Second, regarding the public at large, it is often assumed that a neurobiological understanding of mental illnesses contributes to reduce stigma. However, empirical studies regarding depression, schizophrenia, and alcohol dependence show that the opposite is true [Phelan et al., 2006; Hinshaw and Stier, 2008; Pescosolido et al., 2010]. “Holding a neurobiological conception of these disorders increased the likelihood of support for treatment but was generally unrelated to stigma. Where associated, the effect was to increase, not to decrease, community rejection” [Pescosolido et al., 2010]. Moreover, “clinicians need to be aware that focusing on genetics or brain dysfunction in order to decrease feelings of blame in the clinical encounter may have the unintended effect of increasing client and family feelings of hopelessness and permanence” [Pescosolido et al., 2010]. Although, we are not aware of similar studies regarding ADHD, similar trends are likely to occur regarding both ADHD and depression.
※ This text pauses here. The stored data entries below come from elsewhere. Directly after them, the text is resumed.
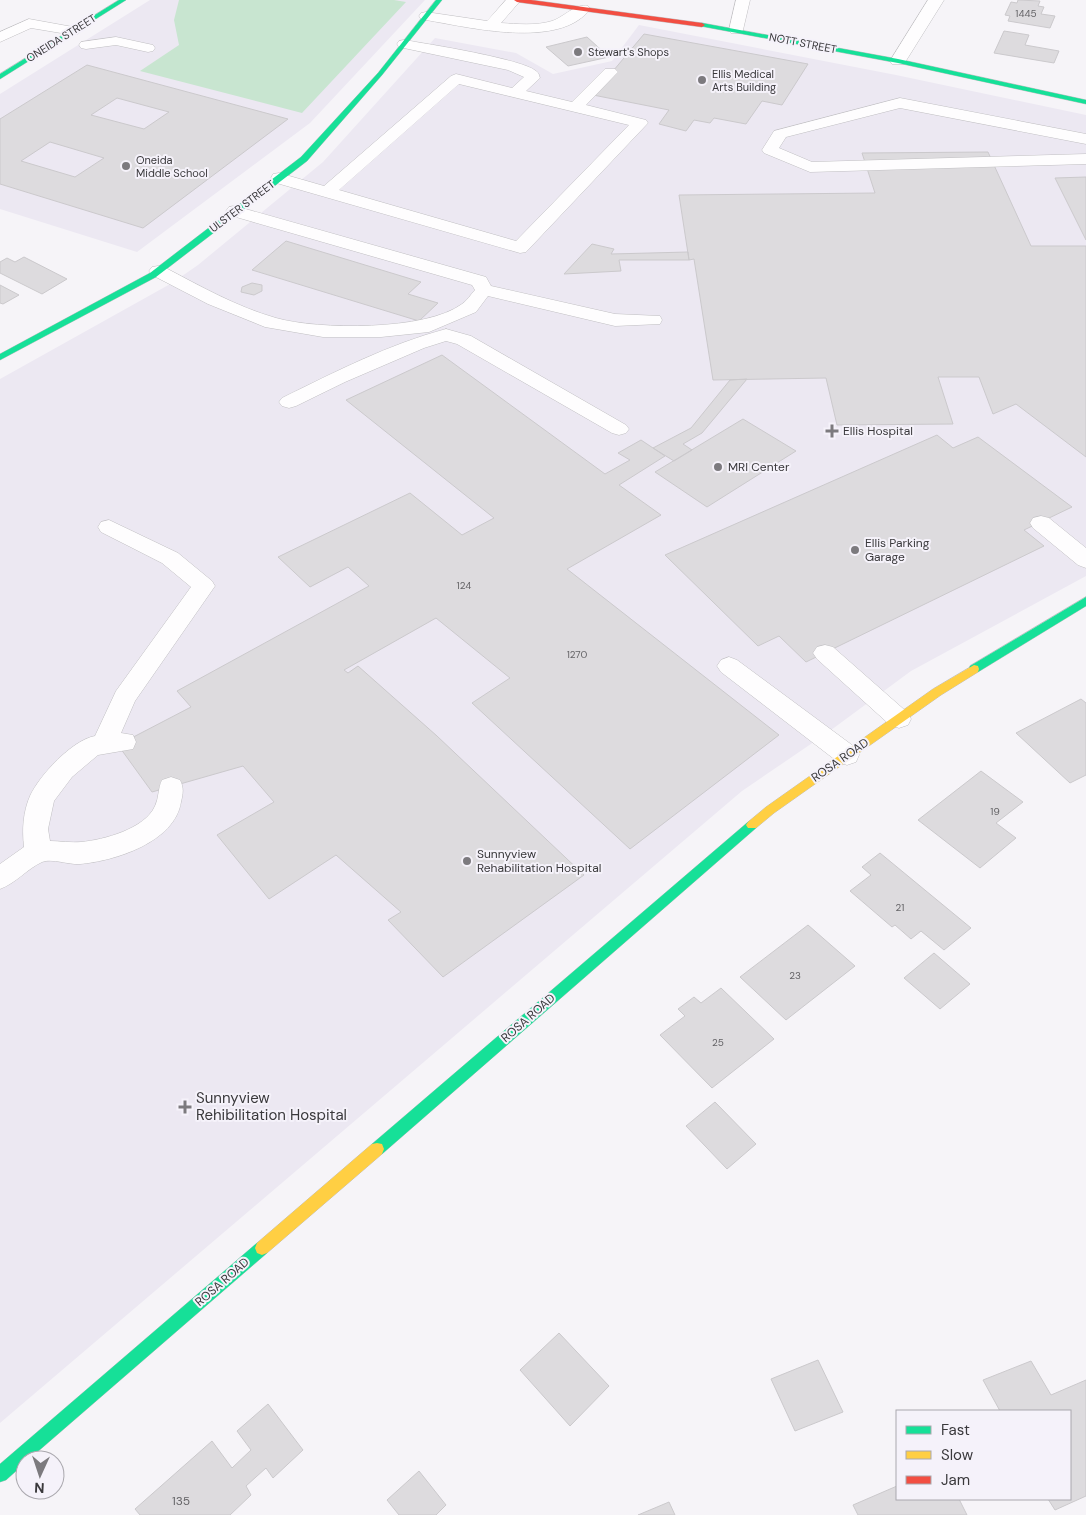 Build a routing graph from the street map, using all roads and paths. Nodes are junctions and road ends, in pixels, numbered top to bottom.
1 (122, 0) edge
2 (438, 0) edge
3 (515, 0) edge
4 (743, 0) edge
5 (936, 0) edge
6 (542, 1) edge
7 (583, 8) junction
8 (426, 16) junction
9 (491, 25) junction
10 (736, 30) junction
11 (73, 31) junction
12 (0, 38) edge
13 (404, 44) junction
14 (86, 45) dead end
15 (148, 48) dead end
16 (898, 60) junction
17 (610, 72) dead end
18 (0, 77) edge
19 (516, 92) junction
20 (1086, 102) edge
21 (576, 107) junction
22 (1086, 139) edge
23 (1086, 159) edge
24 (279, 178) junction
25 (327, 192) junction
26 (235, 212) junction
27 (158, 271) junction
28 (484, 290) junction
29 (653, 320) dead end
30 (0, 357) edge
31 (289, 402) dead end
32 (619, 429) dead end
33 (1040, 522) dead end
34 (109, 527) dead end
35 (1086, 560) edge
36 (1086, 601) edge
37 (825, 653) dead end
38 (728, 666) dead end
39 (899, 719) junction
40 (848, 755) junction
41 (171, 787) dead end
42 (38, 852) junction
43 (0, 878) edge
44 (0, 1474) edge

1 - 11 street, ONEIDA STREET
2 - 8 street, ULSTER STREET
3 - 6 street, NOTT STREET
3 - 9 lane
4 - 10 lane
5 - 16 street
6 - 7 street, NOTT STREET
7 - 9 lane
7 - 10 street, NOTT STREET
8 - 9 lane
8 - 13 street, ULSTER STREET
10 - 16 street, NOTT STREET
11 - 12 lane
11 - 18 street, ONEIDA STREET
13 - 19 lane
13 - 24 street, ULSTER STREET
14 - 15 lane
16 - 20 street, NOTT STREET
17 - 21 lane
19 - 21 lane
19 - 25 lane
21 - 25 lane
22 - 23 lane
24 - 25 lane
24 - 26 street, ULSTER STREET
26 - 27 street, ULSTER STREET
26 - 28 lane
27 - 28 lane
27 - 30 street, ULSTER STREET
28 - 29 lane
31 - 32 lane
33 - 35 lane
34 - 42 lane
36 - 39 street, ROSA ROAD
37 - 39 lane
38 - 40 lane
39 - 40 street, ROSA ROAD
40 - 44 street, ROSA ROAD
41 - 42 lane
42 - 43 lane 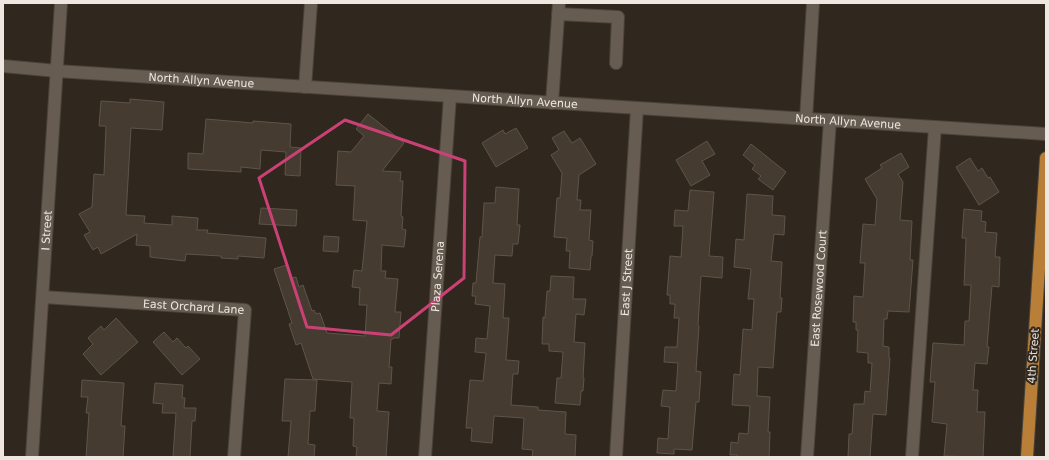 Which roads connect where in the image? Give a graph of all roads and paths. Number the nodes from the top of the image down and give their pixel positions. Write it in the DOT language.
graph roads {
  1 [pos="62,3"];
  2 [pos="311,3"];
  3 [pos="813,3"];
  4 [pos="559,8"];
  5 [pos="616,63"];
  6 [pos="3,66"];
  7 [pos="57,71"];
  8 [pos="305,87"];
  9 [pos="450,96"];
  10 [pos="552,103"];
  11 [pos="637,108"];
  12 [pos="806,119"];
  13 [pos="830,120"];
  14 [pos="935,127"];
  15 [pos="1046,134"];
  16 [pos="1046,158"];
  17 [pos="43,297"];
  18 [pos="32,457"];
  19 [pos="234,457"];
  20 [pos="425,457"];
  21 [pos="616,457"];
  22 [pos="807,457"];
  23 [pos="912,457"];
  24 [pos="1027,457"];
  1 -- 7 [label="street, I Street"];
  2 -- 8 [label="street"];
  3 -- 12 [label="street"];
  4 -- 5 [label="street"];
  4 -- 10 [label="street"];
  6 -- 7 [label="street, North Allyn Avenue"];
  7 -- 8 [label="street, North Allyn Avenue"];
  7 -- 17 [label="street, I Street"];
  8 -- 9 [label="street, North Allyn Avenue"];
  9 -- 10 [label="street, North Allyn Avenue"];
  9 -- 20 [label="street, Plaza Serena"];
  10 -- 11 [label="street, North Allyn Avenue"];
  11 -- 12 [label="street, North Allyn Avenue"];
  11 -- 21 [label="street, East J Street"];
  12 -- 13 [label="street, North Allyn Avenue"];
  13 -- 14 [label="street, North Allyn Avenue"];
  13 -- 22 [label="street, East Rosewood Court"];
  14 -- 15 [label="street, North Allyn Avenue"];
  14 -- 23 [label="street"];
  16 -- 24 [label="main road, 4th Street"];
  17 -- 18 [label="street, I Street"];
  17 -- 19 [label="street, East Orchard Lane"];
}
And third, the lay public also includes mental health policy makers. When ADHD is described as a genetic illness, prevention is dismissed. For instance, on the HealthCentral web site it is written: “ADHD is a neurobiological condition, however, the exact causes are not completely known but it is considered to be hereditary. There seems to be a higher risk if the mother smokes during pregnancy. However, beyond that there is no way to prevent ADHD.” Similarly, on the web site of the National Institutes of Health it is written: “ADHD may run in families … There is no proven way to prevent ADHD.” Therefore, if health policy makers are convinced that ADHD is a hereditary neurobiological condition, they will not consider the possibility that social measures might decrease ADHD prevalence. On the contrary, several environmental risk factors such as lead toxicity [Needleman et al., 1979], family-environment adversity factors [Biederman et al., 1995] and excessive TV watching between ages 1 and 3 [Christakis et al., 2004], can be decreased by appropriate measures. Likewise, premature babies and children born from teenager mothers are at higher risk of later development of psychiatric disorders, including ADHD [Black et al., 2002; Linnet et al., 2006; Gustafsson and Kallen, 2011]. The rate of preterm births ranges from 5% to 9% in European countries and reaches 12.7% in the USA [Goldenberg et al., 2008]. The number of births from 1,000 teenagers mothers ranges from 4 to 10 in continental European countries and reaches 42 in the USA (2007 data from the World Health Organization). These regional differences suggest that the rates of preterm birth and of birth from teenager mothers partly depend on social factors. Thus, these ADHD risk factors could be decreased by appropriate social policies.
In conclusion, because recent studies “demonstrate smaller and smaller molecular genetic main effects” [Sonuga-Barke, 2010], the relevance of genetic data towards ADHD prevention, diagnose and treatment appears weaker than it did in the 1990s. Moreover, a discourse to the lay public, which portrays ADHD as a genetic illness, has negative consequences. There is now a general agreement that environmental risk factors play a central role in ADHD etiology. We believe that taking them into account will decrease ADHD prevalence and improve ADHD diagnoses and treatment. It is our duty to say so in public.